Su vida estuvo marcada por numerosas pruebas, muchas de ellas graves.
Él supo aceptar todas las situaciones docilidad, acogiéndolas como
indicación del camino marcado para él por la divina Providencia; en toda
circunstancia, también en las derrotas más mortificantes, supo
reconocer el diseño de Dios, que lo guiaba a edificar su Reino sobre
todo en la renuncia de sí mismo y en la aceptación cotidiana de su
voluntad, con un abandono confiado cada vez más pleno. Él, en primer
lugar, experimentó y testificó lo que enseñaba a sus misioneros, que la
perfección consiste en hacer la voluntad de Dios, siguiendo el modelo de
Jesús Crucificado. San Guido María Conforti tuvo su mirada interior
fija en la Cruz, que dulcemente lo atraía a sí; en esta contemplación
veía abrirse el horizonte entero, donde surgía el “urgente” deseo,
escondido en el corazón de todo hombre, de recibir y acoger el anuncio
del único amor que salva.
El testimonio humano y espiritual de San Luigi Guanella es para toda
la Iglesia un particular don de gracia. Durante su existencia terreno,
vivió con coraje y determinación el Evangelio de la Caridad, el “gran
mandamiento” que también hoy la Palabra de Dios ha recordado. Gracias a
la profunda y continua comunión con Cristo, en la contemplación de su
amor, el padre Guanella, guiado por la Providencia divina, se convirtió
en compañero y maestro, consuelo y alivio de los más pobres y de los más
débiles. El amor de Dios animaba en Él el deseo del bien por las
personas que se le confiaron, en la realidad de la vivencia cotidiana.

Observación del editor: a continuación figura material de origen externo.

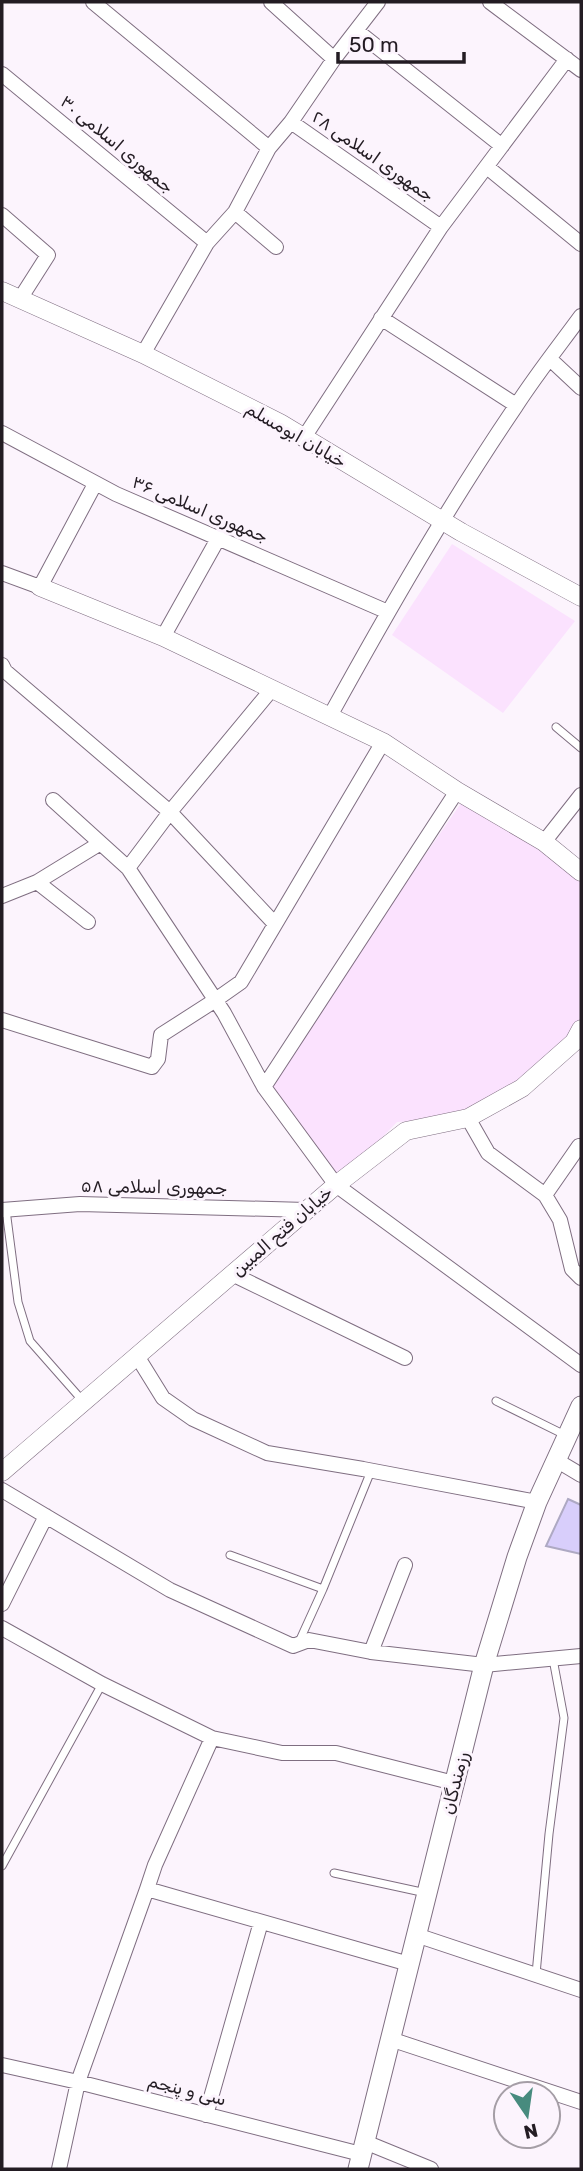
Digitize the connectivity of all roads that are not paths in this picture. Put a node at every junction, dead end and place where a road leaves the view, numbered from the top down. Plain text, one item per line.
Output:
1 (93, 2) edge
2 (271, 2) edge
3 (378, 2) edge
4 (489, 2) edge
5 (357, 31) junction
6 (334, 59) junction
7 (567, 59) junction
8 (581, 70) edge
9 (2, 74) edge
10 (291, 122) junction
11 (502, 146) junction
12 (269, 148) junction
13 (486, 167) junction
14 (235, 212) junction
15 (2, 215) edge
16 (441, 227) junction
17 (207, 243) junction
18 (581, 244) edge
19 (276, 247) dead end
20 (2, 291) edge
21 (20, 299) junction
22 (581, 316) edge
23 (382, 318) junction
24 (143, 354) junction
25 (550, 359) junction
26 (581, 388) edge
27 (516, 405) junction
28 (2, 433) edge
29 (303, 439) junction
30 (95, 484) junction
31 (442, 520) junction
32 (219, 537) junction
33 (4, 577) edge
34 (40, 587) junction
35 (581, 597) edge
36 (388, 612) junction
37 (163, 637) junction
38 (2, 666) edge
39 (272, 689) junction
40 (330, 716) junction
41 (555, 727) dead end
42 (383, 741) junction
43 (581, 748) edge
44 (457, 791) junction
45 (581, 795) edge
46 (53, 800) dead end
47 (170, 812) junction
48 (544, 842) junction
49 (99, 844) junction
50 (128, 869) junction
51 (581, 872) edge
52 (37, 882) junction
53 (2, 896) edge
54 (88, 922) dead end
55 (275, 924) junction
56 (214, 1001) junction
57 (2, 1020) edge
58 (581, 1029) edge
59 (264, 1087) junction
60 (468, 1118) junction
61 (579, 1146) dead end
62 (336, 1185) junction
63 (545, 1195) junction
64 (4, 1210) edge
65 (306, 1210) junction
66 (232, 1274) junction
67 (581, 1278) edge
68 (137, 1356) junction
69 (405, 1358) dead end
70 (581, 1366) edge
71 (496, 1401) dead end
72 (83, 1402) junction
73 (581, 1406) edge
74 (568, 1436) junction
75 (556, 1460) junction
76 (371, 1471) junction
77 (2, 1472) edge
78 (581, 1475) edge
79 (2, 1490) edge
80 (537, 1502) junction
81 (46, 1516) junction
82 (230, 1555) dead end
83 (405, 1565) dead end
84 (323, 1588) junction
85 (2, 1604) edge
86 (2, 1628) edge
87 (298, 1644) junction
88 (371, 1652) junction
89 (581, 1656) edge
90 (553, 1658) junction
91 (484, 1665) junction
92 (102, 1684) junction
93 (212, 1738) junction
94 (454, 1783) junction
95 (2, 1866) edge
96 (334, 1873) dead end
97 (147, 1889) junction
98 (427, 1893) junction
99 (261, 1922) junction
100 (416, 1935) junction
101 (409, 1964) junction
102 (536, 1974) junction
103 (581, 1990) edge
104 (390, 2039) junction
105 (2, 2065) edge
106 (78, 2082) junction
107 (581, 2102) edge
108 (206, 2115) junction
109 (361, 2155) edge
110 (59, 2169) edge
111 (431, 2169) edge

1 - 12 street
2 - 6 street
3 - 5 street
4 - 7 street
5 - 6 street
5 - 11 street
6 - 10 street
7 - 8 street
7 - 11 street
9 - 17 street, جمهوری اسلامی ۳۰
10 - 12 street, جمهوری اسلامی ۲۸
10 - 16 street, جمهوری اسلامی ۲۸
11 - 13 street
12 - 14 street, جمهوری اسلامی ۲۸
13 - 16 street
13 - 18 street
14 - 17 street, جمهوری اسلامی ۲۸
14 - 19 street
15 - 21 street
16 - 23 street, جمهوری اسلامی ۲۸
17 - 24 street, جمهوری اسلامی ۲۸
20 - 21 street, خیابان ابومسلم
21 - 24 street, خیابان ابومسلم
22 - 25 street
23 - 27 street
23 - 29 street, جمهوری اسلامی ۲۸
24 - 29 street, خیابان ابومسلم
25 - 26 street
25 - 27 street
27 - 31 street
28 - 30 street, جمهوری اسلامی ۳۶
29 - 31 street, خیابان ابومسلم
30 - 32 street, جمهوری اسلامی ۳۶
30 - 34 street
31 - 35 street, خیابان ابومسلم
31 - 36 street
32 - 36 street, جمهوری اسلامی ۳۶
32 - 37 street
33 - 34 street
34 - 37 street
36 - 40 street
37 - 39 street
38 - 47 street
39 - 40 street
39 - 47 street
40 - 42 street
41 - 43 lane
42 - 44 street
42 - 55 street
44 - 48 street
44 - 59 street
45 - 48 street
46 - 49 street
47 - 50 street
47 - 55 street
48 - 51 street
49 - 50 street
49 - 52 street
50 - 56 street
52 - 53 street
52 - 54 street
55 - 56 street
56 - 57 street
56 - 59 street
58 - 60 street, خیابان فتح المبین
59 - 62 street
60 - 62 street, خیابان فتح المبین
60 - 63 street
61 - 63 street
62 - 65 street, خیابان فتح المبین
62 - 70 street
63 - 67 street
64 - 65 street, جمهوری اسلامی ۵۸
64 - 72 lane
65 - 66 street, خیابان فتح المبین
66 - 68 street, خیابان فتح المبین
66 - 69 street
68 - 72 street, خیابان فتح المبین
68 - 76 street
71 - 74 lane
72 - 77 street, خیابان فتح المبین
73 - 74 main road, رزمندگان
74 - 75 main road, رزمندگان
75 - 78 street
75 - 80 main road, رزمندگان
76 - 80 street
76 - 84 lane
79 - 81 street
80 - 91 main road, رزمندگان
81 - 85 street
81 - 87 street
82 - 84 lane
83 - 88 street
84 - 87 lane
86 - 92 street
87 - 88 street
88 - 91 street
89 - 90 street
90 - 91 street
90 - 102 lane
91 - 94 main road, رزمندگان
92 - 93 street
92 - 95 lane
93 - 94 street
93 - 97 street
94 - 98 main road, رزمندگان
96 - 98 lane
97 - 99 street
97 - 106 street
98 - 100 main road, رزمندگان
99 - 101 street
99 - 108 street
100 - 101 main road, رزمندگان
100 - 102 street
101 - 104 main road, رزمندگان
102 - 103 street
104 - 107 street
104 - 109 main road, رزمندگان
105 - 106 street, سی و پنجم
106 - 108 street, سی و پنجم
106 - 110 street
108 - 109 street, سی و پنجم
109 - 111 street, سی و پنجم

Dedicaba a todos una rápida atención, respetando sus tiempos de
crecimiento y cultivando en el corazón la esperanza que todo ser humano,
creado a imagen y semejanza de Dios, gustando la alegría de ser amado
por Él – Padre de todos-, que puede obtener y dar a los demás lo mejor
de uno mismo. Queremos hoy alabar y dar gracias al Señor porque en San
Luigi Guanella nos ha dado un profeta y un apóstol de la caridad. En su
testimonio, tan cargado de atención y de humanidad hacia los últimos,
reconocemos un signo luminoso de la presencia y de la acción benéfica de
Dios: el Dios -como se ha oído en la Primera Lectura- que defiende al
forastero, a la viuda, al huérfano, al pobre que debe dar en prenda su
propia capa, la única que tiene para cubrirse por la noche (cfr Ex 22,20-26).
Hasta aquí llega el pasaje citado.